By Alan Caruba
If you can have a pride of lions and a gaggle of geese, then I suggest that the forthcoming July 17-20 meeting of the National Governors Association can be described as a “crisis” of Governors.
This once-esteemed office, a platform from which some launched campaigns to become President, has become a sinkhole of sexual misconduct and corruption; witness New York’s unlamented Eliot Spitzer, New Jersey’s James McGreevey, and now South Carolina’s pathetic, moon-struck Mark Sanford and Illinois’ Rod Blogovitch whose alleged sins involved money.

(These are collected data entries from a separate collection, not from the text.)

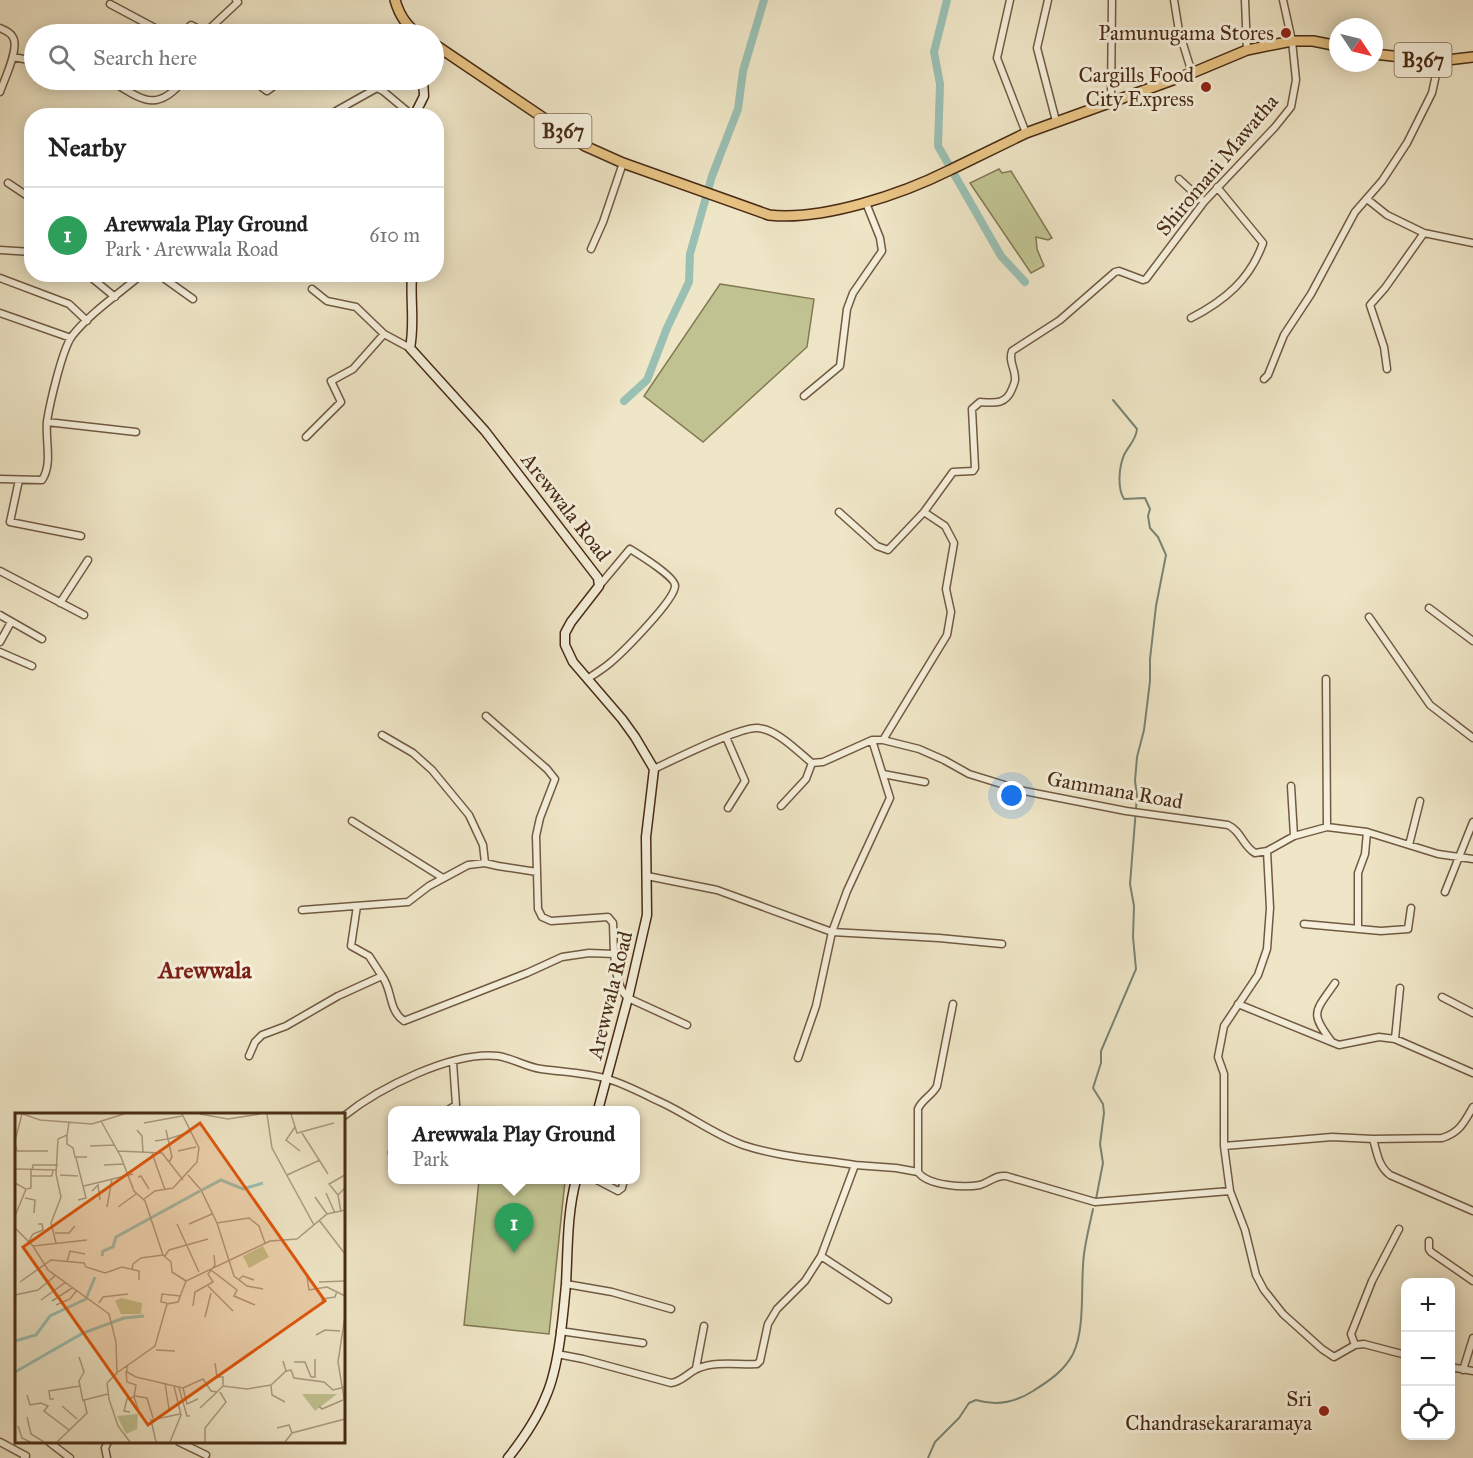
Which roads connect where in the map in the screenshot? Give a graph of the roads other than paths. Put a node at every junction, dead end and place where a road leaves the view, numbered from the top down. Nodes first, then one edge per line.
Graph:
1 (236, 0) edge
2 (395, 0) edge
3 (1010, 0) edge
4 (1048, 0) edge
5 (1112, 0) edge
6 (1174, 0) edge
7 (1245, 0) edge
8 (1283, 0) edge
9 (110, 4) dead end
10 (147, 24) edge
11 (216, 24) edge
12 (408, 24) edge
13 (0, 28) edge
14 (1292, 41) junction
15 (1329, 44) edge
16 (1247, 50) junction
17 (444, 51) edge
18 (1383, 55) edge
19 (13, 57) junction
20 (1473, 57) edge
21 (24, 59) edge
22 (1439, 60) junction
23 (1192, 73) junction
24 (126, 90) edge
25 (175, 90) edge
26 (373, 90) edge
27 (383, 90) edge
28 (424, 90) edge
29 (0, 92) edge
30 (1111, 102) junction
31 (341, 108) edge
32 (404, 108) edge
33 (418, 108) edge
34 (1056, 122) junction
35 (1026, 133) junction
36 (623, 163) junction
37 (1179, 179) dead end
38 (8, 183) dead end
39 (1216, 187) junction
40 (24, 194) edge
41 (1367, 199) junction
42 (1204, 202) junction
43 (866, 203) junction
44 (1424, 233) junction
45 (1473, 243) edge
46 (591, 249) dead end
47 (0, 250) edge
48 (24, 252) edge
49 (0, 278) edge
50 (97, 282) edge
51 (133, 282) edge
52 (170, 282) edge
53 (412, 282) edge
54 (312, 289) dead end
55 (116, 297) junction
56 (193, 299) dead end
57 (0, 313) edge
58 (1191, 318) dead end
59 (87, 321) junction
60 (384, 334) junction
61 (71, 338) junction
62 (410, 348) junction
63 (1387, 369) dead end
64 (1264, 379) dead end
65 (804, 396) dead end
66 (47, 422) junction
67 (136, 432) dead end
68 (306, 437) dead end
69 (0, 479) edge
70 (19, 480) junction
71 (839, 512) dead end
72 (924, 512) junction
73 (81, 536) dead end
74 (88, 560) dead end
75 (0, 571) edge
76 (598, 586) junction
77 (60, 603) junction
78 (1429, 608) dead end
79 (0, 615) edge
80 (84, 615) dead end
81 (1369, 617) dead end
82 (11, 622) junction
83 (42, 639) dead end
84 (1473, 641) edge
85 (0, 642) edge
86 (0, 652) edge
87 (32, 666) dead end
88 (587, 679) junction
89 (1326, 679) dead end
90 (486, 716) dead end
91 (381, 735) dead end
92 (726, 737) junction
93 (1473, 738) edge
94 (872, 740) junction
95 (883, 741) junction
96 (812, 763) junction
97 (654, 769) junction
98 (883, 774) junction
99 (926, 782) dead end
100 (1291, 786) dead end
101 (1420, 801) dead end
102 (781, 806) dead end
103 (728, 808) dead end
104 (352, 821) dead end
105 (1473, 822) edge
106 (1327, 827) junction
107 (1367, 832) junction
108 (1294, 836) junction
109 (1409, 845) junction
110 (1267, 851) junction
111 (1459, 856) junction
112 (1473, 859) edge
113 (485, 863) junction
114 (537, 872) junction
115 (647, 876) junction
116 (443, 878) junction
117 (1445, 892) dead end
118 (357, 906) junction
119 (1411, 908) dead end
120 (302, 910) dead end
121 (1304, 924) dead end
122 (1358, 929) junction
123 (832, 932) junction
124 (1002, 944) dead end
125 (615, 954) junction
126 (382, 976) junction
127 (1335, 983) dead end
128 (1400, 988) dead end
129 (1442, 997) dead end
130 (628, 998) junction
131 (953, 1004) dead end
132 (1238, 1004) junction
133 (1473, 1013) edge
134 (687, 1025) dead end
135 (1395, 1039) junction
136 (1333, 1042) junction
137 (249, 1056) dead end
138 (798, 1058) dead end
139 (453, 1062) junction
140 (1473, 1072) edge
141 (608, 1079) junction
142 (454, 1106) edge
143 (599, 1106) edge
144 (1473, 1107) edge
145 (345, 1115) edge
146 (1373, 1139) junction
147 (1224, 1146) junction
148 (855, 1165) junction
149 (918, 1172) junction
150 (575, 1184) edge
151 (606, 1184) edge
152 (623, 1184) edge
153 (1230, 1191) junction
154 (1473, 1211) edge
155 (1399, 1229) dead end
156 (1429, 1241) dead end
157 (820, 1256) junction
158 (1473, 1281) edge
159 (566, 1284) junction
160 (888, 1300) dead end
161 (671, 1310) dead end
162 (704, 1326) dead end
163 (560, 1331) junction
164 (1473, 1338) edge
165 (643, 1343) dead end
166 (1355, 1345) junction
167 (557, 1354) junction
168 (1401, 1354) edge
169 (696, 1368) junction
170 (1455, 1368) edge
171 (1463, 1370) junction
172 (1473, 1371) edge
173 (0, 1442) edge
174 (50, 1443) edge
175 (108, 1443) edge
176 (181, 1443) edge
177 (206, 1455) dead end
178 (24, 1458) edge
179 (70, 1458) edge
180 (107, 1458) edge
181 (508, 1458) edge

1 - 11 street
2 - 12 main road
3 - 35 street
4 - 34 street
5 - 30 street
6 - 23 street
7 - 16 street
8 - 14 street, Shiromani Mawatha
9 - 10 street
13 - 19 street
14 - 15 main road, B367
14 - 16 main road, B367
14 - 39 street, Shiromani Mawatha
16 - 23 main road, B367
17 - 36 main road, B367
18 - 22 main road, B367
19 - 21 street
19 - 29 street
20 - 22 main road, B367
22 - 41 street
23 - 30 main road, B367
24 - 25 street
26 - 31 street
27 - 32 street
28 - 33 street
30 - 34 main road, B367
34 - 35 main road, B367
35 - 43 main road, B367
36 - 43 main road, B367
36 - 46 street
37 - 42 street
38 - 40 street
39 - 42 street, Shiromani Mawatha
39 - 58 street
41 - 44 street
41 - 64 street
42 - 72 street, Shiromani Mawatha
43 - 65 street
44 - 45 street
44 - 63 street
47 - 48 street
49 - 59 street
50 - 55 street
51 - 55 street
52 - 56 street
53 - 62 street
54 - 60 street
55 - 59 street
57 - 61 street
59 - 61 street
60 - 62 street
60 - 68 street
61 - 66 street
62 - 76 street, Arewwala Road
66 - 67 street
66 - 70 street
69 - 70 street
70 - 73 street
71 - 72 street, Shiromani Mawatha
72 - 95 street
74 - 77 street
75 - 77 street
76 - 88 street, Arewwala Road
76 - 88 street
77 - 80 street
78 - 84 street
79 - 82 street
81 - 93 street
82 - 83 street
82 - 85 street
86 - 87 street
88 - 97 street, Arewwala Road
89 - 106 street
90 - 114 street
91 - 113 street
92 - 96 street
92 - 97 street
92 - 103 street
94 - 95 street, Gammana Road
94 - 96 street, Gammana Road
94 - 98 street
95 - 110 street, Gammana Road
96 - 102 street
97 - 115 street, Arewwala Road
98 - 99 street
98 - 123 street
100 - 108 street
101 - 109 street
104 - 116 street
105 - 111 street
106 - 107 street
106 - 108 street
107 - 109 street
107 - 122 street
108 - 110 street
109 - 111 street
110 - 132 street
111 - 112 street
111 - 117 street
113 - 114 street
113 - 116 street
114 - 125 street
115 - 123 street
115 - 130 street, Arewwala Road
116 - 118 street
118 - 120 street
118 - 126 street
119 - 122 street
121 - 122 street
123 - 124 street
123 - 138 street
125 - 126 street
125 - 130 street
126 - 137 street
127 - 136 street
128 - 135 street
129 - 133 street
130 - 134 street
130 - 141 street, Arewwala Road
131 - 149 street
132 - 136 street
132 - 147 street
135 - 136 street
135 - 140 street
139 - 141 street
139 - 142 street
139 - 145 street
141 - 143 street, Arewwala Road
141 - 148 street
144 - 146 street
146 - 147 street
146 - 154 street
147 - 153 street
148 - 149 street
148 - 157 street
149 - 153 street
150 - 159 street
151 - 152 street
153 - 166 street
155 - 166 street
156 - 158 street
157 - 160 street
157 - 169 street
159 - 161 street
159 - 163 street
162 - 169 street
163 - 165 street
163 - 167 street
164 - 171 street
166 - 168 street
167 - 169 street
167 - 181 street
170 - 171 street
171 - 172 street
173 - 178 street
174 - 179 street
175 - 180 street
176 - 177 street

Because states are sovereign republics and because being governor is primarily a “local” responsibility, the job requires significant administrative and political skills to ensure the state meets those obligations closest to voters. Infrastructure must be maintained. Issues of public safety, health, and education are paramount concerns.
With a few exceptions, today’s Governors are struggling with bloated budgets and huge deficits despite the fact that most states require a balanced budget or at least the semblance of one. Watching Arnold Schwarzenegger announce that California will be paying its bills with IOUs would be comic if it were not so serious.

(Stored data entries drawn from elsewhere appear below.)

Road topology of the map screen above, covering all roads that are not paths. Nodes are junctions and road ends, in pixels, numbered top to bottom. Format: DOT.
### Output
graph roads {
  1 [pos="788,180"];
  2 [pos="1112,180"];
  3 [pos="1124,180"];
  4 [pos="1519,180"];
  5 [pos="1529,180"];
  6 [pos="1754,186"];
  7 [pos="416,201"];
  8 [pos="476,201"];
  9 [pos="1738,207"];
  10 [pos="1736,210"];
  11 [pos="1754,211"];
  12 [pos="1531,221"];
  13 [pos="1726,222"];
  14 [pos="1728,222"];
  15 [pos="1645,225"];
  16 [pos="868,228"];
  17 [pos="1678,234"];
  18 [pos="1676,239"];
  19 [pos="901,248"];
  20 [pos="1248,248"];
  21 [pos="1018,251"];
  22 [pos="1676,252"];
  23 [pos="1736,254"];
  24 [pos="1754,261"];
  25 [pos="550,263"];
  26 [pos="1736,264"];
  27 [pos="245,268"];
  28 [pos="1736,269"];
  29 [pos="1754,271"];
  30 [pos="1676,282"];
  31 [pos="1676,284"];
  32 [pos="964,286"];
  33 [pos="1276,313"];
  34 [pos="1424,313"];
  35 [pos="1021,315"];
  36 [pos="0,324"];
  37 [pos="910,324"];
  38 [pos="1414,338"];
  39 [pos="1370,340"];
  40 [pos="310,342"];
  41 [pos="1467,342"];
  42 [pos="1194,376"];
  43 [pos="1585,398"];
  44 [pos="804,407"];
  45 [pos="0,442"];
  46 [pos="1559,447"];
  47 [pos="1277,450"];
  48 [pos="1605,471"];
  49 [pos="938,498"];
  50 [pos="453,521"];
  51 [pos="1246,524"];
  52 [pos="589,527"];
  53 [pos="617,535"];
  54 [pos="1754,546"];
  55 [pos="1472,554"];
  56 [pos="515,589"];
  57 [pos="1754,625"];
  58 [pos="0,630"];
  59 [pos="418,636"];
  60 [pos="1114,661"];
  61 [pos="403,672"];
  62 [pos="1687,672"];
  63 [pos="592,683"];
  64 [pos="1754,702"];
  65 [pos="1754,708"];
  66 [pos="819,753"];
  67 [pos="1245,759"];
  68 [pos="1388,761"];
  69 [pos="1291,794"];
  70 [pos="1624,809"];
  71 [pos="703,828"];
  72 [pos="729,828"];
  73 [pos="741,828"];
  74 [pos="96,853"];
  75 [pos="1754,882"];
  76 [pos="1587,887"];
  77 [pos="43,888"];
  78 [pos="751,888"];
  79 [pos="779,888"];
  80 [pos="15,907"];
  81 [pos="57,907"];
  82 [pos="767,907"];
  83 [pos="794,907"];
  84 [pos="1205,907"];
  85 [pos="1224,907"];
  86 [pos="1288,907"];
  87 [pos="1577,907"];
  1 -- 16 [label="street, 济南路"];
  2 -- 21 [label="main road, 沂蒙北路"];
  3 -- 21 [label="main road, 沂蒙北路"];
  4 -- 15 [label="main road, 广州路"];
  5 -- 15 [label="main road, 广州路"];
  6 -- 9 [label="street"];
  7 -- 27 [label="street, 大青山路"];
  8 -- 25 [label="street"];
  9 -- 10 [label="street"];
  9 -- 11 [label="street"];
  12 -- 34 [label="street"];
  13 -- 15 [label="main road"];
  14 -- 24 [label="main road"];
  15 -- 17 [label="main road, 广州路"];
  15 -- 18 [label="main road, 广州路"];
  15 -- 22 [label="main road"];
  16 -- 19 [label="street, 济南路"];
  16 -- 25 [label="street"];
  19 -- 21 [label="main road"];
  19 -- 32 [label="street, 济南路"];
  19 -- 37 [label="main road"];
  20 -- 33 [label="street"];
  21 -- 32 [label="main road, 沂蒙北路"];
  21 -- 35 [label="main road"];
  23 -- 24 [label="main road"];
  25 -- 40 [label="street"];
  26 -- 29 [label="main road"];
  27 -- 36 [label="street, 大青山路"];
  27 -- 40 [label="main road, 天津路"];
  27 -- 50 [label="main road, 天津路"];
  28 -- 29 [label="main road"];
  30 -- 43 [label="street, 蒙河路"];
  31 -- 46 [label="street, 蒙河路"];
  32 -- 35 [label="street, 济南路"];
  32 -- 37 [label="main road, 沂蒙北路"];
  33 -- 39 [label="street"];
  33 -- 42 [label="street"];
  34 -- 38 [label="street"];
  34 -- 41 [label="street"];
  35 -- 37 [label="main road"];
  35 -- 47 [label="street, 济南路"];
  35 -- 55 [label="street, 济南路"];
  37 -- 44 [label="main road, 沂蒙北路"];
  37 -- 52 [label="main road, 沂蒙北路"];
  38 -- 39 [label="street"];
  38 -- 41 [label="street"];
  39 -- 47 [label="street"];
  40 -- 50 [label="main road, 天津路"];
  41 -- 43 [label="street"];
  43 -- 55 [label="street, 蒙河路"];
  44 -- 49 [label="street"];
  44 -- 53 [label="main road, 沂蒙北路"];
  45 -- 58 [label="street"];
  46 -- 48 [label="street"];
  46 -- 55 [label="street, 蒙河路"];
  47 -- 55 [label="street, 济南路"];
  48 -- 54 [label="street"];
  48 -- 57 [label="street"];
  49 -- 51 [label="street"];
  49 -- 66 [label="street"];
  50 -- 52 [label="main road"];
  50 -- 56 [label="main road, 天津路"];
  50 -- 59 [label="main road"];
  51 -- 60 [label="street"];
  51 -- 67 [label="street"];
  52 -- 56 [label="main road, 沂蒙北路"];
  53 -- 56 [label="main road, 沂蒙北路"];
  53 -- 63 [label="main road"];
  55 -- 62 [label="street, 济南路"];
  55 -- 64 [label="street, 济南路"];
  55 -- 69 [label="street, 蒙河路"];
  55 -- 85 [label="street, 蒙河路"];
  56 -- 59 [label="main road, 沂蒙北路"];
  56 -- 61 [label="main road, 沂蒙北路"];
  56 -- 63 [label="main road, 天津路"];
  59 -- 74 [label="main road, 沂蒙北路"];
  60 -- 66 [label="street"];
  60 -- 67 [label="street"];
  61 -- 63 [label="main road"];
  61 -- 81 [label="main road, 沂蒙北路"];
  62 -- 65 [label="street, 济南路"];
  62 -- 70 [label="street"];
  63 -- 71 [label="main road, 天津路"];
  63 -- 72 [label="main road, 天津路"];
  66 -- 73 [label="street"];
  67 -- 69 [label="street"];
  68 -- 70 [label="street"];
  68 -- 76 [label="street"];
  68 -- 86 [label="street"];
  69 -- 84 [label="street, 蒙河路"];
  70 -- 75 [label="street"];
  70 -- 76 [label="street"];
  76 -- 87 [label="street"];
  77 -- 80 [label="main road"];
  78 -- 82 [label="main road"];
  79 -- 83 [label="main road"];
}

Watching Governor David Paterson of New York desperately trying to get that state’s legislators to even convene a session reflects the absurdity of watching the House of Representatives vote on trillion-dollar legislation it hasn’t even read.
What, in fact, Americans are witnessing is a failure of government at both the state and federal level. The nation has managed to elect too many people to public office that are so clearly inept, incompetent, and untrustworthy, it poses a threat to the republic.

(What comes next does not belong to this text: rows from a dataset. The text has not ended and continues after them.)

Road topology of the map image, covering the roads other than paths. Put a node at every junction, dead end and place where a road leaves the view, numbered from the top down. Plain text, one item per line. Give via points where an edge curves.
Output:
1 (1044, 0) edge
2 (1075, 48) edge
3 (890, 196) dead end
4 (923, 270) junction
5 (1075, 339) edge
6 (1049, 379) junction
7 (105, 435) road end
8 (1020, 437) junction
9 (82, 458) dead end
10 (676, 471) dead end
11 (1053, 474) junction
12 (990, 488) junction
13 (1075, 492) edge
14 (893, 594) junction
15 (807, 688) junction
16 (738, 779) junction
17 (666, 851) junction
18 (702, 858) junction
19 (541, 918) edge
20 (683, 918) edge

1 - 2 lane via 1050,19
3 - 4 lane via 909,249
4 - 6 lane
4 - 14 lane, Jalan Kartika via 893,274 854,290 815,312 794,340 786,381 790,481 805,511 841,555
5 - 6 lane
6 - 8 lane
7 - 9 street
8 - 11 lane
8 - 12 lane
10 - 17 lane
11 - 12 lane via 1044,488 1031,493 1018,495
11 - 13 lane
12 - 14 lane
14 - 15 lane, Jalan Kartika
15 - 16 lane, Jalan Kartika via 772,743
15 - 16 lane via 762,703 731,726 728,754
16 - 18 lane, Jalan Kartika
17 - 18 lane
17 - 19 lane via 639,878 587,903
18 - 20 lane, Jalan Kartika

When the National Governors Association meets this week, we shall have an opportunity to see this group address the challenges facing the nation. Chaired by Pennsylvania Governor Ed Rendell, it is to his credit that he has focused on infrastructure—bridges, roads, tunnels, water treatment plants, the electrical grid, schools and hospitals.
In earlier times, infrastructure was seen and understood to be essential to America’s growth and prosperity. Not so today. It is, generally speaking, vastly under-funded.
The NGA will open with meetings of two committees, The Economic Development and Commerce Committee and the Education, Early Childhood and Workforce Committee. If California is any example—and it is—than economic development has long since been thrown overboard as state-after-state has denied or delayed permits for the building of new plants, coal-fired or nuclear—for the generation of electricity. No energy. No development. As for education, it is a national disgrace.
On Sunday, the Health and Human Services Committee will discuss health care reform. The present White House proposal, unbelievably vague, and whatever will emerge from Congress will add more trillions to the national debt, require everyone to purchase a national, not private health insurance, and end up rationing health services because that is the only way a national system can function. It is a very bad idea that has already failed in Massachusetts.
The Natural Resources Committee will concurrently “examine barriers to American energy independence and security.” I can virtually guarantee you that the Governors of America’s coastal states will resist exploration and extraction of vast natural resources of oil and natural gas from their offshore areas. Others will call for huge expenditures for wind and solar energy that cannot even begin to meet the energy needs of America.
On Sunday afternoon, Janet Napolitano, Secretary of the U.S. Department of Homeland Security, will join others to discuss “emergency preparedness” and, if Hurricane Katrina was any indication, the nation’s and the state’s ability to respond to emergencies is not encouraging. The former Arizona state governor is usually glassy-eyed and phlegmatic when questioned about issues.
Monday’s session will examine energy and the economy. Given how poorly these related areas of concern have been addressed at this point, one is tempted to suggest that the Governors pack their bags and skip that little gab-fest.
The Governors are a microcosm of the entire nation’s ills. Many, if not all, are dependent on federal largess in order to fund the needs of their states and many states send more to the federal government in tax revenues than they receive in return. You could call it a redistribution of wealth.
A growing number of state governments are passing resolutions stating they will not be bound by federal mandates regarding health, education, immigration and other key issues. They are declaring their sovereignty to reassert control over those areas of governance which, until the major shift to federal control at the mid-point of the last century, were their province and their responsibility.
This nation fought a Civil War over the issue of state’s rights, over the right of secession. Now the issue facing California is whether other states have an obligation to bail it out of its financial problems and the answer is no. A host of other incursions of state’s rights, enshrined in the Tenth Amendment, is sparking resistance.
Too much centralized government in Washington, bad management, too much control by public service unions, ignoring infrastructure needs, failure to provide for the provision of energy to a growing population, and the distractions of idiotic issues such as same-sex marriage are combining to destroy a once-great nation.